Propos recueillis par Léna Bernard et Anna Carreau, à Clairefontaine
13 minutes

Propulsé sélectionneur des Bleues le 23 août dernier, après avoir été surtout reconnu pour ses qualités de formateur et de fidèle adjoint d’Hervé Renard, Laurent Bonadei s’apprête à relever à 54 ans le défi le plus important de sa carrière. À la veille du premier match de cette nouvelle ère, le nouveau technicien s’est longuement confié.

Bonadei : « Je ne vais pas faire du copier-coller d’Hervé Renard »

On ne vous a pas encore vu à l’œuvre en tant qu’entraîneur numéro 1. C’est quoi le coaching version Laurent Bonadei ?

Je suis quelqu’un d’authentique en tant que personne, sincère. Je suis dans l’échange, dans le partage. Je pense que c’est important de montrer aussi dans le staff que tout le monde a sa place et de montrer aux joueuses que tout le monde a sa chance. Donc je vais m’atteler, surtout à court terme sur les quatre prochains matchs et ces deux rassemblements, à faire en sorte que tout le monde se sente utile et qu’en fin de compte, chacun puisse évoluer en confiance dans le fonctionnement.

Je suis vraiment en confiance et je sais que je suis dans un climat de bienveillance ici dans ce groupe France.

Laurent Bonadei

Vous n’avez pas d’appréhension particulière avant les premiers matchs qui se profilent (la Jamaïque vendredi et la Suisse mardi prochain, NDLR) ?

Non. J’ai déjà plus de 20 ans d’expérience de coaching. Quand j’étais à la formation, on est numéro 1 avec son équipe, même si on n’a pas la pression des résultats et des responsabilités. On a quand même un coaching à faire avec des interventions. Et puis le fait d’avoir fait cinq ans avec Hervé en tant qu’adjoint au plus haut niveau, avec l’Arabie saoudite, et puis d’avoir vécu ces 17 mois avec cette équipe, je n’arrive pas en terre inconnue. Je connais déjà le contexte, tout ce qui se passe autour de cette équipe. Je suis vraiment en confiance et je sais que je suis dans un climat de bienveillance ici dans ce groupe France.

Vous parliez de bienveillance du groupe. C’était un élément qui a été mis en avant au moment de votre nomination, du fait que vous avez eu un très bon lien avec les joueuses. Est-ce que ce lien avec les joueuses a évolué avec votre changement de statut ?
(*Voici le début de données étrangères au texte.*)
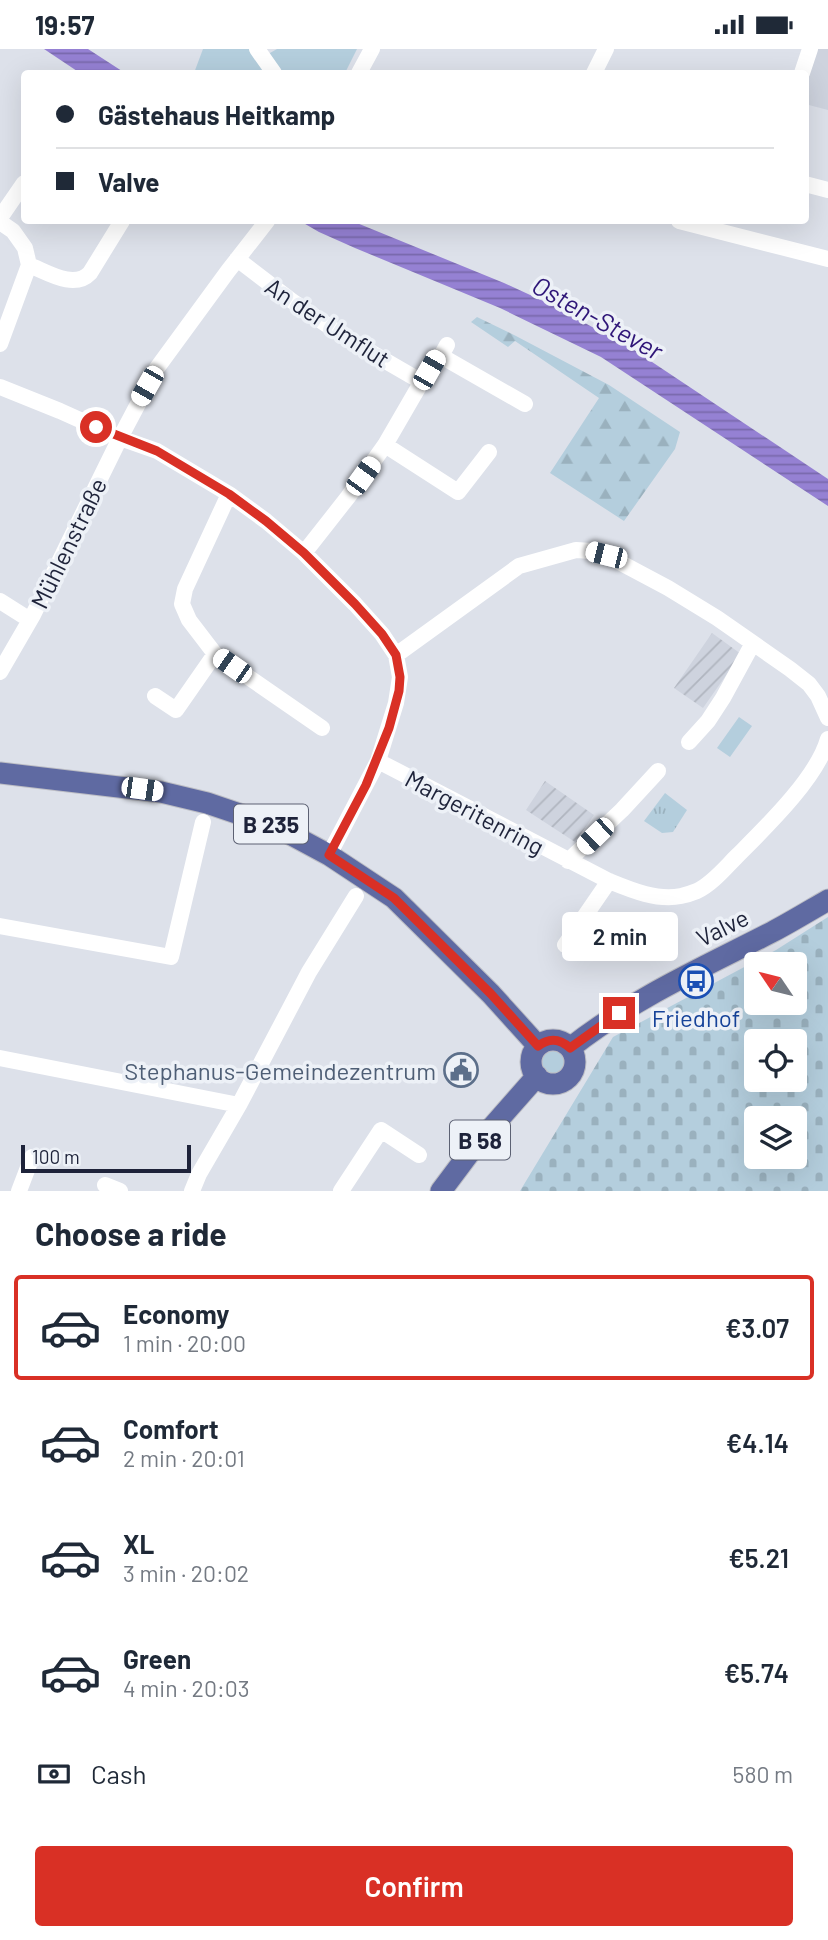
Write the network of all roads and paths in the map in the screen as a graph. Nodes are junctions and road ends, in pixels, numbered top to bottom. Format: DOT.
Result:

Il a évolué. Je leur ai dit que leur regard peut changer dans le sens où je vais devoir faire des choix, assumer des responsabilités. Pour autant leur regard sur l’homme ne doit pas changer, je reste le même. Certes, mes décisions ne seront pas les mêmes parce que je n’avais pas à les prendre avant, mais je reste accessible. Je suis beaucoup dans la relation humaine. Depuis deux mois, j’ai beaucoup voyagé, je suis allé à leur rencontre. J’ai rencontré 45 joueuses de visu et quatre en visio. J’ai passé du temps avec elles pour comprendre des choses et essayer de faire évoluer dans le bon sens.
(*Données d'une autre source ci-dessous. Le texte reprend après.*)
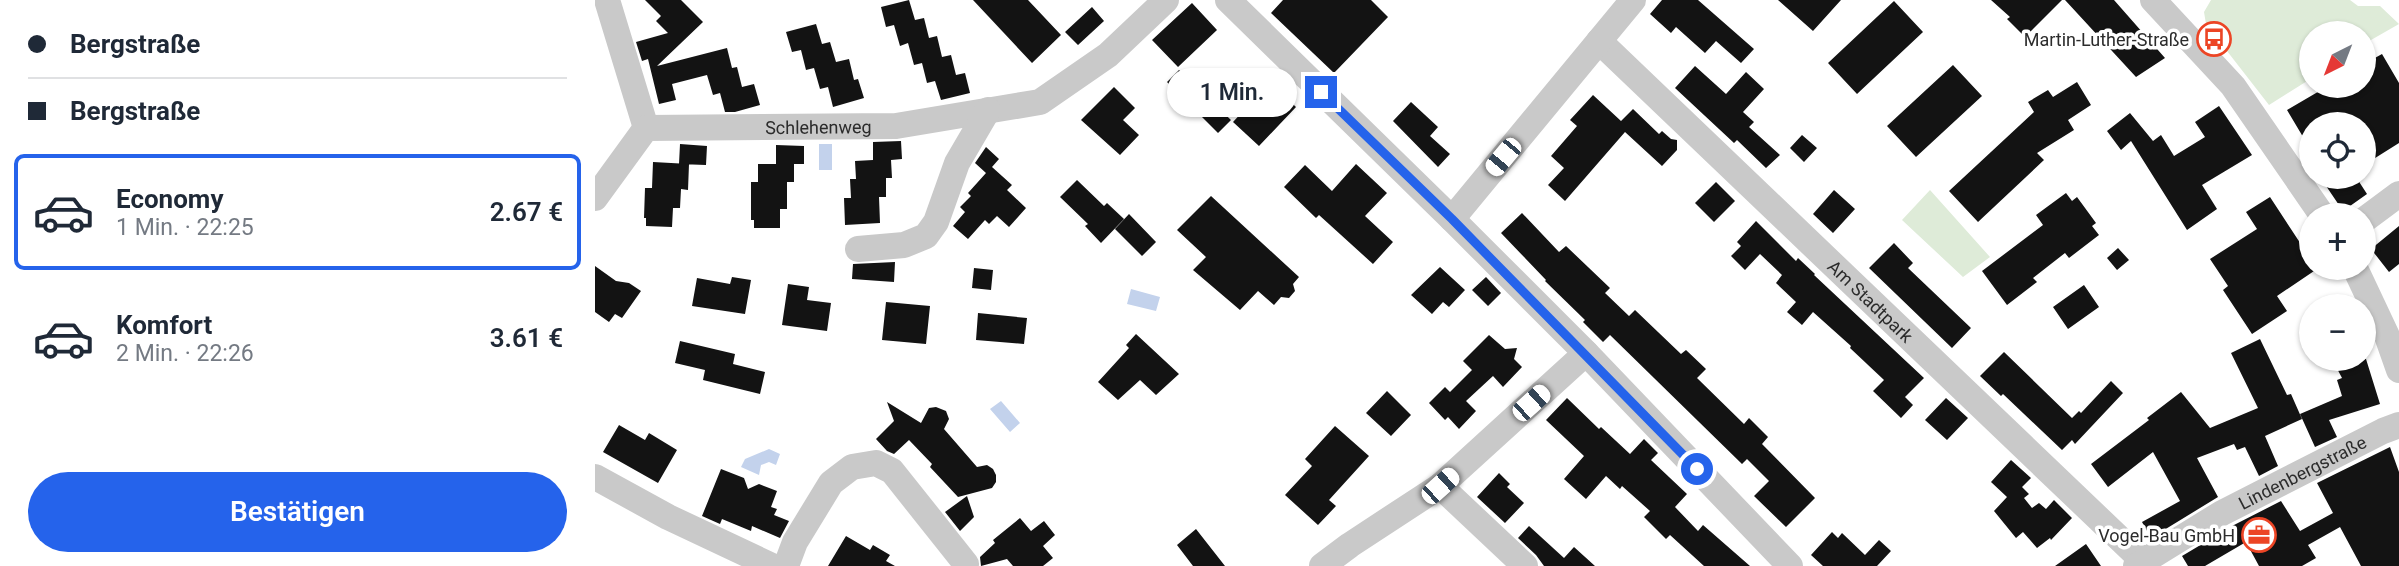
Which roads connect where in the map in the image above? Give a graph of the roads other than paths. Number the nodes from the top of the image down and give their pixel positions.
1 (607, 0) edge
2 (1166, 0) edge
3 (1228, 0) edge
4 (1633, 0) edge
5 (2167, 4) edge
6 (1599, 41) junction
7 (988, 110) junction
8 (646, 128) junction
9 (2399, 194) edge
10 (595, 198) edge
11 (2314, 203) edge
12 (2376, 211) edge
13 (1452, 219) junction
14 (858, 249) dead end
15 (2362, 280) edge
16 (2393, 334) edge
17 (1586, 353) junction
18 (2399, 370) edge
19 (2399, 425) edge
20 (595, 477) edge
21 (1440, 486) junction
22 (966, 564) dead end
23 (2139, 564) edge
24 (772, 566) edge
25 (786, 566) edge
26 (1322, 566) edge
27 (1525, 566) edge
28 (1790, 566) edge

1 - 8 street
2 - 7 street, Schlehenweg
3 - 13 street
4 - 6 street
5 - 11 street
6 - 13 street
6 - 23 street, Am Stadtpark
7 - 8 street, Schlehenweg
7 - 14 street
8 - 10 street
9 - 12 street
13 - 17 street
15 - 16 street
16 - 18 street
17 - 21 street
17 - 28 street
19 - 23 street, Lindenbergstraße
20 - 24 street
21 - 26 street
21 - 27 street
22 - 25 street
Vous êtes le successeur d’Hervé Renard et on sait qu’il a une façon de manager assez propre à lui, qui a fait sa renommée. Est-ce que vous êtes adepte de ce management-là ?

Si je vous disais que je ne suis pas adepte du management d’Hervé, c’est que j’aurais été hypocrite avec lui pendant cinq ans. Bien sûr que je suis adepte de son management. Un management auprès des joueurs ou des joueuses qui est tactique et motivationnel. Il a un management propre à lui, et j’ai aussi le mien. Je ne vais pas faire du copier-coller d’Hervé Renard. Je peux m’inspirer aussi de sa façon de faire et de comment il m’a « appris certaines techniques ». Je crois qu’un des premiers points importants, c’est surtout d’être juste, authentique et sincère avec les joueuses.

Team parka vs Team chemise.
Team parka vs Team chemise.

On verra des causeries comme celles d’Hervé Renard avec vous ?

C’est possible. Je me souviens d’une causerie à la mi-temps du match contre l’Autriche à Rennes, où Hervé avait apporté certaines modifications et puis, il a eu l’occasion de me donner la parole à la mi-temps où j’ai monté un peu le son, dans le débit et dans le volume. Et je me souviens qu’à la fin du match, Wendie (Renard) était venue me voir en me disant : « Eh, Laurent, t’as monté le curseur, là. » Et je lui ai dit : « Oui, des fois, on peut monter le curseur, et d’autres, on peut le baisser. » Le principal, c’est de ne pas s’enfermer dans un type de management, d’avoir une variété de discours en fonction des contextes, des enjeux aussi. Si vous marchez sur le trottoir, que vous passez devant une maison et qu’il y a un chien qui aboie, vous allez sursauter la première fois. Si le lendemain, il est encore là, vous allez quand même faire attention, mais si vous passez tous les jours et que tous les jours, il aboie à la même heure, au bout d’un moment vous n’allez même plus l’entendre. On ne va pas faire la même causerie avant une finale d’une grande compétition et pour un match amical. Il n’en reste pas moins que l’objectif, c’est toujours d’amener l’équipe à gagner.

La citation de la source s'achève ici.